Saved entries

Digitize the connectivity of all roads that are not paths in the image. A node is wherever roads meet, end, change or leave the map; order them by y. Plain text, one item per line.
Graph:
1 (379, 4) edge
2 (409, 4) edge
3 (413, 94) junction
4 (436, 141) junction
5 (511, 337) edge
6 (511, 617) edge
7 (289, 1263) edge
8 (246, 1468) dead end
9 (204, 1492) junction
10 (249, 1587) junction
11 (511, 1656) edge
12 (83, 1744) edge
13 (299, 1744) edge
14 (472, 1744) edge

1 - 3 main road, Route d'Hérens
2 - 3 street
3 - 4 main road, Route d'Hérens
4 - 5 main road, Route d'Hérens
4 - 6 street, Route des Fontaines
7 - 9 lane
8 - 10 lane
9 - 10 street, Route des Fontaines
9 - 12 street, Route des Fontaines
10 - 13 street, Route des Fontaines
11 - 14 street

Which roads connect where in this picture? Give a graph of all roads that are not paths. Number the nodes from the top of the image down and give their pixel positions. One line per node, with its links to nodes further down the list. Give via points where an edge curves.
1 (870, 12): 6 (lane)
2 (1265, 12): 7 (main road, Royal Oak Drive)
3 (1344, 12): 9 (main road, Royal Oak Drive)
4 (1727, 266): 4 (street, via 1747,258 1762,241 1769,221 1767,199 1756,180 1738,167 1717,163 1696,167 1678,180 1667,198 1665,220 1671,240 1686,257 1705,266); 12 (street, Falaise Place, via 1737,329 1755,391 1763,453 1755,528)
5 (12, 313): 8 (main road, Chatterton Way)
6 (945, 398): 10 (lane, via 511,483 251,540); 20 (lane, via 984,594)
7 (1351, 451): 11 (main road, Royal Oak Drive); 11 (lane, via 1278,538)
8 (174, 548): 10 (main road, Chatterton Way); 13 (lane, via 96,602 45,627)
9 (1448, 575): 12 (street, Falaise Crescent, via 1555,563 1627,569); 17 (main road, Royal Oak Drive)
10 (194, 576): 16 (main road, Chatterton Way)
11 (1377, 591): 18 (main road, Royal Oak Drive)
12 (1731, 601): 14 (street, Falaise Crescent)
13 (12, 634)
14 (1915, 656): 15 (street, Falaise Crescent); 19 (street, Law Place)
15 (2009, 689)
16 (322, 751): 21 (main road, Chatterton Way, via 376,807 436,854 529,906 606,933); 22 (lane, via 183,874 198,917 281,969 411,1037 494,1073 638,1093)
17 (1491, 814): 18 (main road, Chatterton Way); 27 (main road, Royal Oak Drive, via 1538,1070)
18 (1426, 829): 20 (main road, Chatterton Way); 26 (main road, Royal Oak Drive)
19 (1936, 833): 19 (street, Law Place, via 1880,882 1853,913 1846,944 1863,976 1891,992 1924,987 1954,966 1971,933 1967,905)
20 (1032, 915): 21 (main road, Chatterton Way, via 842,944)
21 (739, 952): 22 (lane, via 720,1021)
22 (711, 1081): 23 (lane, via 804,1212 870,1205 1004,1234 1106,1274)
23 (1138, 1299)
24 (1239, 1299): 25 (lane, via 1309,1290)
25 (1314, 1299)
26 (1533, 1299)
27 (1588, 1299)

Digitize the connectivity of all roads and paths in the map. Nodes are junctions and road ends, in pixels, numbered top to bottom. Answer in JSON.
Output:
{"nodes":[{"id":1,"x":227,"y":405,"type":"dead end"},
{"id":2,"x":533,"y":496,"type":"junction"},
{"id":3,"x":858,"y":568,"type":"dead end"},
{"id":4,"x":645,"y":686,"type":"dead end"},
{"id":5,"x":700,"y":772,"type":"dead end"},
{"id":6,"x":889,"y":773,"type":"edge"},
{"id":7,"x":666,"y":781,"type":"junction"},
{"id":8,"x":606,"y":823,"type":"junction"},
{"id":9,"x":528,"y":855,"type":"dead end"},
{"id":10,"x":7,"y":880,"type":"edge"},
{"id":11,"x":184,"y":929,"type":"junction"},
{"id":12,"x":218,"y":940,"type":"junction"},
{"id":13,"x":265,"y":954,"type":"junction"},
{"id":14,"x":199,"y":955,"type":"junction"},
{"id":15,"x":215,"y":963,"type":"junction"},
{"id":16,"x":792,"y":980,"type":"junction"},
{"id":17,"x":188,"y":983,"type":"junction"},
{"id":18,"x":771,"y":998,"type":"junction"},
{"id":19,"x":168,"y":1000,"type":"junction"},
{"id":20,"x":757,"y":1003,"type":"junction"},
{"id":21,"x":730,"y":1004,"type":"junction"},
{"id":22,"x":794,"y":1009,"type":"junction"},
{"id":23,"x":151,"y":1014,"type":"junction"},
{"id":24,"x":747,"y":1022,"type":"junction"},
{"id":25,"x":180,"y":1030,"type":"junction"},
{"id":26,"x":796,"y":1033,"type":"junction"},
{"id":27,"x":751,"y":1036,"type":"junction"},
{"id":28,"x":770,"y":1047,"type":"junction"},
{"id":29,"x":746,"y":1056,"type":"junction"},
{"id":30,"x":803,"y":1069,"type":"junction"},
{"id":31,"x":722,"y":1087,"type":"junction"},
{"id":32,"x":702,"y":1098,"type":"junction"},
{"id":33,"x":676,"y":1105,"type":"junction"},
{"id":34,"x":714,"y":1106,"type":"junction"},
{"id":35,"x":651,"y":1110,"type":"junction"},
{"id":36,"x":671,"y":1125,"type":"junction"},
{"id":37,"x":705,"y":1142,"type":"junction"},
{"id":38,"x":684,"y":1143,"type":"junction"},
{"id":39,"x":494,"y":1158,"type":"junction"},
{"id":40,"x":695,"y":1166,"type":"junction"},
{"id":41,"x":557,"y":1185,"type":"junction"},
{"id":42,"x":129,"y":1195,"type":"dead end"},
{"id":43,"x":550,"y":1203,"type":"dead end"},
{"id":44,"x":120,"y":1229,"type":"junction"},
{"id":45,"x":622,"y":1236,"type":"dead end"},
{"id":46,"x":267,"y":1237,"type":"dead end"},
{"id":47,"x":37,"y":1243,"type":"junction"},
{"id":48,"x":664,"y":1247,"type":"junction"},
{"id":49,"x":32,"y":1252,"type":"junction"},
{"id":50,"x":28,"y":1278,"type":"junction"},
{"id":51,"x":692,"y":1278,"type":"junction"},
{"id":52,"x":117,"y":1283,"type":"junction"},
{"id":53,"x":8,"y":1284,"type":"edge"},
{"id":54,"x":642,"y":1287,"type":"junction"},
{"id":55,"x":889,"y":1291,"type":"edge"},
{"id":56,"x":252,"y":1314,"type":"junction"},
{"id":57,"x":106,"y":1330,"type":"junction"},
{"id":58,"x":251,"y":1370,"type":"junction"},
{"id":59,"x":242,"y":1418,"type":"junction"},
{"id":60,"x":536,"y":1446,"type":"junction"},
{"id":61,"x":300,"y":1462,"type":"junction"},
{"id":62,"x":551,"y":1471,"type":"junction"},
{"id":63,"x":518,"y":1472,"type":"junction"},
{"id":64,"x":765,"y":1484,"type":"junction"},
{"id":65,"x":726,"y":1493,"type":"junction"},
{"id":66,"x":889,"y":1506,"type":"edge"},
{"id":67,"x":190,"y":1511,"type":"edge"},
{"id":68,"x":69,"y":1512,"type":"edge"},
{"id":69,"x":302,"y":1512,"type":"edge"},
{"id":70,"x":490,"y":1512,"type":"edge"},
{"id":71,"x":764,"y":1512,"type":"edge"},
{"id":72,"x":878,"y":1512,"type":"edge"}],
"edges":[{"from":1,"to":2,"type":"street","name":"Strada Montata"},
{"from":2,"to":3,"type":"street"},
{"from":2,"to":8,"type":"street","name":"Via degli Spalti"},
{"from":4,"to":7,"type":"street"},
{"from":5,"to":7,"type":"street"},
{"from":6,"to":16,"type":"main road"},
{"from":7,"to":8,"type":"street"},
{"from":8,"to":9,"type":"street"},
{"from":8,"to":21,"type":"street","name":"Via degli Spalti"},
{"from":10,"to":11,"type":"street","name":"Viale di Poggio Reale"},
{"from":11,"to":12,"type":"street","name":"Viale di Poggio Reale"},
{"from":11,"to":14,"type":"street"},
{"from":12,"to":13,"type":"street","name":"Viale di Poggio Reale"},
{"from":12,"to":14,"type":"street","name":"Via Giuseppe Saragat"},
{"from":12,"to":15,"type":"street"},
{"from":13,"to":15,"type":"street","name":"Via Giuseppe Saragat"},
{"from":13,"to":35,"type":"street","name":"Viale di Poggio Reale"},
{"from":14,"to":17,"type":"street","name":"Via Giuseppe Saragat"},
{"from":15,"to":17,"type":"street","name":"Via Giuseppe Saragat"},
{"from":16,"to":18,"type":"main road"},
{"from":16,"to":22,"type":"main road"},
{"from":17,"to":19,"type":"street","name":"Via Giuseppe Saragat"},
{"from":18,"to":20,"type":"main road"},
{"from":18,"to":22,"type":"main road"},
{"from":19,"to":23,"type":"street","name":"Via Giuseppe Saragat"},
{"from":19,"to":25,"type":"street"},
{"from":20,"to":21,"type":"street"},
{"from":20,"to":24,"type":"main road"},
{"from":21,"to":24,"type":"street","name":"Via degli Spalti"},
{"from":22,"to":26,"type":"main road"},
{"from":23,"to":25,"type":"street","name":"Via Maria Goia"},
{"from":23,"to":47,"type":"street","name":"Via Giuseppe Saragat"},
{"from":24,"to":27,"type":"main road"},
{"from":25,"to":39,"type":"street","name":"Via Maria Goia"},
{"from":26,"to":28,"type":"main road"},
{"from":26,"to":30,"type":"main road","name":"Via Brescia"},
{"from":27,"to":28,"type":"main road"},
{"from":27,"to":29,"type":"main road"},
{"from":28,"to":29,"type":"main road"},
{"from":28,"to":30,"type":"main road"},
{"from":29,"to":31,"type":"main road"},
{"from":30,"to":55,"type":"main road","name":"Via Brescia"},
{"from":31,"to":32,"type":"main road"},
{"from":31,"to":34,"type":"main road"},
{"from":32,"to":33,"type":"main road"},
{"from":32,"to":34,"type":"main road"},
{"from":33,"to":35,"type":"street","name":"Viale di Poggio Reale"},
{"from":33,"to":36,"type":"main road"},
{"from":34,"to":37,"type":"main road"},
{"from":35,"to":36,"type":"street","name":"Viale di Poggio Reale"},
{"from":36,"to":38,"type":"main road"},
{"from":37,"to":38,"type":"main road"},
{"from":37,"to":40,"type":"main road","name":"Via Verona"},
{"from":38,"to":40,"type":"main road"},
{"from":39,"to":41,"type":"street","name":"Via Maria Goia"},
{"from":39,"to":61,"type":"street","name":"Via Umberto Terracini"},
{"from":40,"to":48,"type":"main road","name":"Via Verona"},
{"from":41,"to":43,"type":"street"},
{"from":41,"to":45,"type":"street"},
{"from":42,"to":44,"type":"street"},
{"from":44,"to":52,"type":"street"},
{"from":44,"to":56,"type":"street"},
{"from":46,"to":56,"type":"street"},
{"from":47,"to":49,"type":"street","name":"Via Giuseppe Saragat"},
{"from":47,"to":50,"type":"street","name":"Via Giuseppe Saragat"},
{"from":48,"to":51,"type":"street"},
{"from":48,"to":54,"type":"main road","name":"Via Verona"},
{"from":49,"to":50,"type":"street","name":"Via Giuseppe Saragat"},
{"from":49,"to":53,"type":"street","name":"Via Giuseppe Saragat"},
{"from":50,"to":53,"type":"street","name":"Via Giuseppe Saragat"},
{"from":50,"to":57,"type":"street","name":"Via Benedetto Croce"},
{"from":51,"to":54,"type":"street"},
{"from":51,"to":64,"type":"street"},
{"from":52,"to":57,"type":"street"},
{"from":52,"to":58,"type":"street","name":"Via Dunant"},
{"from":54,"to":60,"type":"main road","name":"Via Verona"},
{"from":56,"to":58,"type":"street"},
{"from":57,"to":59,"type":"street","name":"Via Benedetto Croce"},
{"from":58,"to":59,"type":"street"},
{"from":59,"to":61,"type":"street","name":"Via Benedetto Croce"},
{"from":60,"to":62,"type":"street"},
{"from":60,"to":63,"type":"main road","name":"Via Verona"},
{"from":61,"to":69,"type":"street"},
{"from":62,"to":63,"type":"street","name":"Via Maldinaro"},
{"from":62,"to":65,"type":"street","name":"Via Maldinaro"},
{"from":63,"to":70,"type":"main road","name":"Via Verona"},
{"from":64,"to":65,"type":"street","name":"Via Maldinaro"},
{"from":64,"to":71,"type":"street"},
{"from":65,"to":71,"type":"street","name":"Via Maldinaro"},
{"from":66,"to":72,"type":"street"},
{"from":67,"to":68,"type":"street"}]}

◆ Exercise aim
Pull every line with the word "Saragat" from the data.

◆ Solution
{"from":12,"to":14,"type":"street","name":"Via Giuseppe Saragat"},
{"from":13,"to":15,"type":"street","name":"Via Giuseppe Saragat"},
{"from":14,"to":17,"type":"street","name":"Via Giuseppe Saragat"},
{"from":15,"to":17,"type":"street","name":"Via Giuseppe Saragat"},
{"from":17,"to":19,"type":"street","name":"Via Giuseppe Saragat"},
{"from":19,"to":23,"type":"street","name":"Via Giuseppe Saragat"},
{"from":23,"to":47,"type":"street","name":"Via Giuseppe Saragat"},
{"from":47,"to":49,"type":"street","name":"Via Giuseppe Saragat"},
{"from":47,"to":50,"type":"street","name":"Via Giuseppe Saragat"},
{"from":49,"to":50,"type":"street","name":"Via Giuseppe Saragat"},
{"from":49,"to":53,"type":"street","name":"Via Giuseppe Saragat"},
{"from":50,"to":53,"type":"street","name":"Via Giuseppe Saragat"},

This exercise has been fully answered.